* _WORK INSTRUCTIONS_
Copy all of the data that follows without altering a word.

* _INFORMATION_
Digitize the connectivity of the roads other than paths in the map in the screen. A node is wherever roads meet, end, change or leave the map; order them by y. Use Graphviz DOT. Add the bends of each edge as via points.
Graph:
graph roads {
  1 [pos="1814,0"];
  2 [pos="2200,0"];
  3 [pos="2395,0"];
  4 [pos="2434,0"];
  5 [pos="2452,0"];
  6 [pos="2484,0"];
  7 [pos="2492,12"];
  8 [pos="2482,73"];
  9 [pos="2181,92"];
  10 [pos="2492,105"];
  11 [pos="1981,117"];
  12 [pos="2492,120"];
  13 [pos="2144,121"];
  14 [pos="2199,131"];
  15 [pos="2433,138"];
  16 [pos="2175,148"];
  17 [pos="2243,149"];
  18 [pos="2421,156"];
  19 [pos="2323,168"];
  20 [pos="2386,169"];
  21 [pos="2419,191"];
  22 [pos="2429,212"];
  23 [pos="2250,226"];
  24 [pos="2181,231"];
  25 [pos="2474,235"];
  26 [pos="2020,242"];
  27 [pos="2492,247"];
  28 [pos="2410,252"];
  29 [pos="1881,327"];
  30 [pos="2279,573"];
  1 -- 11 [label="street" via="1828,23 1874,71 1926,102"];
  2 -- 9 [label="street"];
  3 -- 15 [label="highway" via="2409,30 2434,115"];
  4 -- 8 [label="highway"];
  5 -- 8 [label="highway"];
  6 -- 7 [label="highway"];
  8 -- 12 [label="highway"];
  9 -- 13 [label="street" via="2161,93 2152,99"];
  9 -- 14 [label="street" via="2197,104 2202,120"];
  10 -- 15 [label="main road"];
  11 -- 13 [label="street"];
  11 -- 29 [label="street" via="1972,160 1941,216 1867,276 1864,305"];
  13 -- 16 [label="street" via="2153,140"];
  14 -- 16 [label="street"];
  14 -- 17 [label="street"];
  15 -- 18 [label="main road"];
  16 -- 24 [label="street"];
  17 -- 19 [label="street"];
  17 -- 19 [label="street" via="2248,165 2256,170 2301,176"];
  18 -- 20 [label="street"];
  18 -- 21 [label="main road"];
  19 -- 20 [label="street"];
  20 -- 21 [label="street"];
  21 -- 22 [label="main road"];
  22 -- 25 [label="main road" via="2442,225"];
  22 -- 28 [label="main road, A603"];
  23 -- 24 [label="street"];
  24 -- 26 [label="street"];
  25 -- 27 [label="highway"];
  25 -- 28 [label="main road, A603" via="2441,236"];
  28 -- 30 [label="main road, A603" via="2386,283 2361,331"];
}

* _WRITTEN ANSWER_
Digitize the connectivity of the roads other than paths in the map in the screen. A node is wherever roads meet, end, change or leave the map; order them by y. Use Graphviz DOT. Add the bends of each edge as via points.
Graph:
graph roads {
  1 [pos="1814,0"];
  2 [pos="2200,0"];
  3 [pos="2395,0"];
  4 [pos="2434,0"];
  5 [pos="2452,0"];
  6 [pos="2484,0"];
  7 [pos="2492,12"];
  8 [pos="2482,73"];
  9 [pos="2181,92"];
  10 [pos="2492,105"];
  11 [pos="1981,117"];
  12 [pos="2492,120"];
  13 [pos="2144,121"];
  14 [pos="2199,131"];
  15 [pos="2433,138"];
  16 [pos="2175,148"];
  17 [pos="2243,149"];
  18 [pos="2421,156"];
  19 [pos="2323,168"];
  20 [pos="2386,169"];
  21 [pos="2419,191"];
  22 [pos="2429,212"];
  23 [pos="2250,226"];
  24 [pos="2181,231"];
  25 [pos="2474,235"];
  26 [pos="2020,242"];
  27 [pos="2492,247"];
  28 [pos="2410,252"];
  29 [pos="1881,327"];
  30 [pos="2279,573"];
  1 -- 11 [label="street" via="1828,23 1874,71 1926,102"];
  2 -- 9 [label="street"];
  3 -- 15 [label="highway" via="2409,30 2434,115"];
  4 -- 8 [label="highway"];
  5 -- 8 [label="highway"];
  6 -- 7 [label="highway"];
  8 -- 12 [label="highway"];
  9 -- 13 [label="street" via="2161,93 2152,99"];
  9 -- 14 [label="street" via="2197,104 2202,120"];
  10 -- 15 [label="main road"];
  11 -- 13 [label="street"];
  11 -- 29 [label="street" via="1972,160 1941,216 1867,276 1864,305"];
  13 -- 16 [label="street" via="2153,140"];
  14 -- 16 [label="street"];
  14 -- 17 [label="street"];
  15 -- 18 [label="main road"];
  16 -- 24 [label="street"];
  17 -- 19 [label="street"];
  17 -- 19 [label="street" via="2248,165 2256,170 2301,176"];
  18 -- 20 [label="street"];
  18 -- 21 [label="main road"];
  19 -- 20 [label="street"];
  20 -- 21 [label="street"];
  21 -- 22 [label="main road"];
  22 -- 25 [label="main road" via="2442,225"];
  22 -- 28 [label="main road, A603"];
  23 -- 24 [label="street"];
  24 -- 26 [label="street"];
  25 -- 27 [label="highway"];
  25 -- 28 [label="main road, A603" via="2441,236"];
  28 -- 30 [label="main road, A603" via="2386,283 2361,331"];
}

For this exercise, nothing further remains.